- **Work order**
Out of the lines below, please list those that hold the string "Rubinowa".

# # # # # # #

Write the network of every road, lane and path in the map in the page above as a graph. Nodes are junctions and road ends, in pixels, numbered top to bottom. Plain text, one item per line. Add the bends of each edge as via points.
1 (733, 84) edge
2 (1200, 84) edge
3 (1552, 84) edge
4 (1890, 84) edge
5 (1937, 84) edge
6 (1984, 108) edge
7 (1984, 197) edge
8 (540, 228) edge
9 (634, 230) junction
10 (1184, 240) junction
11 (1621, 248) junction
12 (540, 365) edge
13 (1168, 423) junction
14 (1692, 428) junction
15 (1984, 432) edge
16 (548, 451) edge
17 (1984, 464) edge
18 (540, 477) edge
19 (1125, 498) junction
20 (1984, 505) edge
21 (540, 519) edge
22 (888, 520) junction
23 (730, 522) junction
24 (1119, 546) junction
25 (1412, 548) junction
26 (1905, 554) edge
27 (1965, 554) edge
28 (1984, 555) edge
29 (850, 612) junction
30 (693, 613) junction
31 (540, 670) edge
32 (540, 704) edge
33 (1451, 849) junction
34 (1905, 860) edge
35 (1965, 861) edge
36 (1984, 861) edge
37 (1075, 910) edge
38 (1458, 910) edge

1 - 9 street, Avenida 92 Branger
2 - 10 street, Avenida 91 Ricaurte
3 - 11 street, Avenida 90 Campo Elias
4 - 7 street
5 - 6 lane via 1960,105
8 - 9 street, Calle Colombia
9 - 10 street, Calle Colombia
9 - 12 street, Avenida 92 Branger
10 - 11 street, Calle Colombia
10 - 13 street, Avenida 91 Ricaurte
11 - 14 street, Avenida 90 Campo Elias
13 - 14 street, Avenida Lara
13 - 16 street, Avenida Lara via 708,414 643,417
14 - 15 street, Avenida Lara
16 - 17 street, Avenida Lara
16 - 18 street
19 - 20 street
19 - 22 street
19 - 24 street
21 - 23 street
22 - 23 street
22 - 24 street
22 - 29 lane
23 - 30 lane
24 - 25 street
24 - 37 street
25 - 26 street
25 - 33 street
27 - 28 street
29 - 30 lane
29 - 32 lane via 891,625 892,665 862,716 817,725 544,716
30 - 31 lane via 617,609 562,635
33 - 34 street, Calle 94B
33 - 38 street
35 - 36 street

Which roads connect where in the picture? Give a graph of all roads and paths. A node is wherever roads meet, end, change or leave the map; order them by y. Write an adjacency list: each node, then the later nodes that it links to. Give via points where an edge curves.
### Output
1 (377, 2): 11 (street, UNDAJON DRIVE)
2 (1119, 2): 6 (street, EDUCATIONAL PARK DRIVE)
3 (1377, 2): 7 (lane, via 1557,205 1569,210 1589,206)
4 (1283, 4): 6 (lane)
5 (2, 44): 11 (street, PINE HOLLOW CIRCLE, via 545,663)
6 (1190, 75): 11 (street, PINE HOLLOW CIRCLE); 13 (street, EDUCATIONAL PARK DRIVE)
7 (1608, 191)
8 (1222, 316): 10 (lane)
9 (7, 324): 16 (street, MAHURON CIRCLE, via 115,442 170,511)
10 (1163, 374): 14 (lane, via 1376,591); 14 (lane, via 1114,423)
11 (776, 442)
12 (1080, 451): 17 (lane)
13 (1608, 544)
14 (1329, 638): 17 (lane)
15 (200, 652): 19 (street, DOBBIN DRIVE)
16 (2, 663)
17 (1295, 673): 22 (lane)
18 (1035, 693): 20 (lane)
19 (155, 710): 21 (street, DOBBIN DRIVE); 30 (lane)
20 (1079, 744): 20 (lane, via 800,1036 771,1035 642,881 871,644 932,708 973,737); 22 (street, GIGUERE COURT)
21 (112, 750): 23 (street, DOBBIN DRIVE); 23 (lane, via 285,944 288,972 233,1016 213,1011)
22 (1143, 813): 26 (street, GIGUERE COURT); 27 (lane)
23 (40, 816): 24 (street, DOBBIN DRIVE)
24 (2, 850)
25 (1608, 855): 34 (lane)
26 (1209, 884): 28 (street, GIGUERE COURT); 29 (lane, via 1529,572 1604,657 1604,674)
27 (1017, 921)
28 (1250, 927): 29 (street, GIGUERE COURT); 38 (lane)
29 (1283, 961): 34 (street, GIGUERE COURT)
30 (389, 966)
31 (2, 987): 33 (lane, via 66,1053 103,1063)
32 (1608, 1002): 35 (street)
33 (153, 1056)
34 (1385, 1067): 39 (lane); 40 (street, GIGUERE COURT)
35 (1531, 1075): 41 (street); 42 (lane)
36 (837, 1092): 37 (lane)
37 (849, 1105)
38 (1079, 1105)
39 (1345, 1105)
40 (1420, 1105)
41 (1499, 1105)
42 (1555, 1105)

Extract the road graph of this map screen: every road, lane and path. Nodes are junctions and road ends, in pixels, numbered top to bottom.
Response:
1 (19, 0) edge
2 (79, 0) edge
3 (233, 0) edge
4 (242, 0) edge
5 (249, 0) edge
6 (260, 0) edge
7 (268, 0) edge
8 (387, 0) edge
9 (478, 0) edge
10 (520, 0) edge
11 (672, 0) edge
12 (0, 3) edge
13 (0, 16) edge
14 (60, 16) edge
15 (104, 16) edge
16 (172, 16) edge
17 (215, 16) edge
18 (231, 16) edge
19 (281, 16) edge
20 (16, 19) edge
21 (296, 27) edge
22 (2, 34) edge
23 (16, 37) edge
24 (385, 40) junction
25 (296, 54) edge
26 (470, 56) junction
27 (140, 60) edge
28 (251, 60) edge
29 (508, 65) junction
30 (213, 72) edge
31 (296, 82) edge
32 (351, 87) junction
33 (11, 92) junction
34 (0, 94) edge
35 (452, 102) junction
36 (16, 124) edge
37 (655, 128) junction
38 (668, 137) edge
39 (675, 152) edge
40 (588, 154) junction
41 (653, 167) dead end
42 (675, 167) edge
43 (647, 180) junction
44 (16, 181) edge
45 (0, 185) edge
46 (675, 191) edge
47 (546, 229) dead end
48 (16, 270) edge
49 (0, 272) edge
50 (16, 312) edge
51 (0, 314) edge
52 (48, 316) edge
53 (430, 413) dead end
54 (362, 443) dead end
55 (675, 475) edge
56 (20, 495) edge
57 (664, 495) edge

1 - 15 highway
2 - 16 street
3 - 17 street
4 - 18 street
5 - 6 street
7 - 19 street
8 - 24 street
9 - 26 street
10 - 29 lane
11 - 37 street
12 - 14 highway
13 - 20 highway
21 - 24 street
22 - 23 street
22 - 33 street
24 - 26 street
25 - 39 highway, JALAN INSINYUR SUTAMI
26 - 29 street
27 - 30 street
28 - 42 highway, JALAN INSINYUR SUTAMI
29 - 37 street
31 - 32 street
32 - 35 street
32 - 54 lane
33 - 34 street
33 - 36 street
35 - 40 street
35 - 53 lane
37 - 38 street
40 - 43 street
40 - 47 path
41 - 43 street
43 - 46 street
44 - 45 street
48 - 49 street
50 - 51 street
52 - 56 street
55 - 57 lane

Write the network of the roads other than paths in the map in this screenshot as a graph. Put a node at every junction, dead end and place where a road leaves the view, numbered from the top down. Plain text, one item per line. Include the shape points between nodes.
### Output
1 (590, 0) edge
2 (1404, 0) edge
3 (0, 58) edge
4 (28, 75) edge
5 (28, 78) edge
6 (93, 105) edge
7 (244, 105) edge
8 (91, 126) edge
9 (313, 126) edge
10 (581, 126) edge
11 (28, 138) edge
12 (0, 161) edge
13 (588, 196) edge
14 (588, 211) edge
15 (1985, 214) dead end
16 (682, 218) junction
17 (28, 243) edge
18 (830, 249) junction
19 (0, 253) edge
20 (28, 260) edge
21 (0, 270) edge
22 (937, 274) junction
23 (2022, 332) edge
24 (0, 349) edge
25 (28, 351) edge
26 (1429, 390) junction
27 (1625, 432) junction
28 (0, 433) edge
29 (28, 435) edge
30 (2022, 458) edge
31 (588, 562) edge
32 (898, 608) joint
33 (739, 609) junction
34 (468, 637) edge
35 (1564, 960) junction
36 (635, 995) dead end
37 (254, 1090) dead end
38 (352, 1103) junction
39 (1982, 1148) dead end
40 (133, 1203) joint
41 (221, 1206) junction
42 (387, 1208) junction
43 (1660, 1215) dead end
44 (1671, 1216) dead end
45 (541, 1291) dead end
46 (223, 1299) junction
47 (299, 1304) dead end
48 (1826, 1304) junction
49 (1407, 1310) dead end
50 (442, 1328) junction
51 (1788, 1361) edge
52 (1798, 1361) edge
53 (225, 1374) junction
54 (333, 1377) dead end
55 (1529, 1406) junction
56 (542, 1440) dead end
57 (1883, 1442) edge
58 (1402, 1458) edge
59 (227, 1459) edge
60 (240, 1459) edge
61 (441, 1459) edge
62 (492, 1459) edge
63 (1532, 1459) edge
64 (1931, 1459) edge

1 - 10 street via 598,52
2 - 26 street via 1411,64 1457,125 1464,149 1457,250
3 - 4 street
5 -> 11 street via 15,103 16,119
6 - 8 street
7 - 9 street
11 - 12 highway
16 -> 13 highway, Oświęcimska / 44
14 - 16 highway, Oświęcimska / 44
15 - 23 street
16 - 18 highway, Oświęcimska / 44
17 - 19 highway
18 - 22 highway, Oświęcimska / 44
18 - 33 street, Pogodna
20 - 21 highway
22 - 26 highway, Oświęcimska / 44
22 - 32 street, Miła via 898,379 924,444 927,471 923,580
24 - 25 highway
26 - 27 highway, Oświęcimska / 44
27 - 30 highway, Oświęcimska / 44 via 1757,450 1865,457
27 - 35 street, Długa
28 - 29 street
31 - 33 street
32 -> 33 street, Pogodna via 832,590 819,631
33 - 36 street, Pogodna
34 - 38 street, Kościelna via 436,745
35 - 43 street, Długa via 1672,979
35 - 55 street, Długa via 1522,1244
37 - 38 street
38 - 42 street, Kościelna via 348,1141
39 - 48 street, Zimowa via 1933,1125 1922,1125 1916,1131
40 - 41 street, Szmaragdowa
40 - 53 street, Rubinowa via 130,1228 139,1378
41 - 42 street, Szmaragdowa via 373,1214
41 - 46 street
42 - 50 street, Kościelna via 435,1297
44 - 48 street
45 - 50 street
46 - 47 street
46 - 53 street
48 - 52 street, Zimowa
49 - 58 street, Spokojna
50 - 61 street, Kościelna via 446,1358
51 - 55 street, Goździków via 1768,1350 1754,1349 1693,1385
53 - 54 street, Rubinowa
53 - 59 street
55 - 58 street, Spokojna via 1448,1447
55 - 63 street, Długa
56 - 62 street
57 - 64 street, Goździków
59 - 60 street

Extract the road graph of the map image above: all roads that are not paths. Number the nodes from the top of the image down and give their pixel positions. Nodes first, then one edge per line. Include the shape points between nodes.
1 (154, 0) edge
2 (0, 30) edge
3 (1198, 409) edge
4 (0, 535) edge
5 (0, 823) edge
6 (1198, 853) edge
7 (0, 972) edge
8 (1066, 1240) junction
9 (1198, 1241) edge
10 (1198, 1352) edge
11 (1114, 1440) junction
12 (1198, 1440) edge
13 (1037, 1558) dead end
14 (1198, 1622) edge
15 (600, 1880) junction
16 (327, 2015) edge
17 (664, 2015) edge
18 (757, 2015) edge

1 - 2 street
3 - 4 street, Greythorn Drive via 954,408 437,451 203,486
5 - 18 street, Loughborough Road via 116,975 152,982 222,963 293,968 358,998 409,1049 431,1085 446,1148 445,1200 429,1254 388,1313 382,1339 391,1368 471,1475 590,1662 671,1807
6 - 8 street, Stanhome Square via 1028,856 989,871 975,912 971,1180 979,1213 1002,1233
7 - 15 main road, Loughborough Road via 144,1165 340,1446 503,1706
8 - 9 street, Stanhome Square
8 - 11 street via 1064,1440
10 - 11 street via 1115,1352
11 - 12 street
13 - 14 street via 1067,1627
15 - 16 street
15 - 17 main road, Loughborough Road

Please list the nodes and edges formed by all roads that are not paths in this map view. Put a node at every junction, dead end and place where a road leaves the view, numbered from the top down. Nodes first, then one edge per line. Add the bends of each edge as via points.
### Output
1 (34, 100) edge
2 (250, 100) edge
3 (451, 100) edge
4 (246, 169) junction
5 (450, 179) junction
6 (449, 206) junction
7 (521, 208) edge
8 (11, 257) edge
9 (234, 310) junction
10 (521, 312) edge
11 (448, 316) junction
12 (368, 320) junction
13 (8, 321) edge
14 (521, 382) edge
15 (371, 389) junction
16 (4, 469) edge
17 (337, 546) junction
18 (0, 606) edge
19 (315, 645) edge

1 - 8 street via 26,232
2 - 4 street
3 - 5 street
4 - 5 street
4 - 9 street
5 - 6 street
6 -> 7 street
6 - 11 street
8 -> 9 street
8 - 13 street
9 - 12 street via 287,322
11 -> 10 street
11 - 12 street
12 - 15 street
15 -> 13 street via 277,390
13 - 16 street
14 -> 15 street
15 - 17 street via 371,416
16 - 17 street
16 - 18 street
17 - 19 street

# # # # # # #

- **Answer**
40 - 53 street, Rubinowa via 130,1228 139,1378
53 - 54 street, Rubinowa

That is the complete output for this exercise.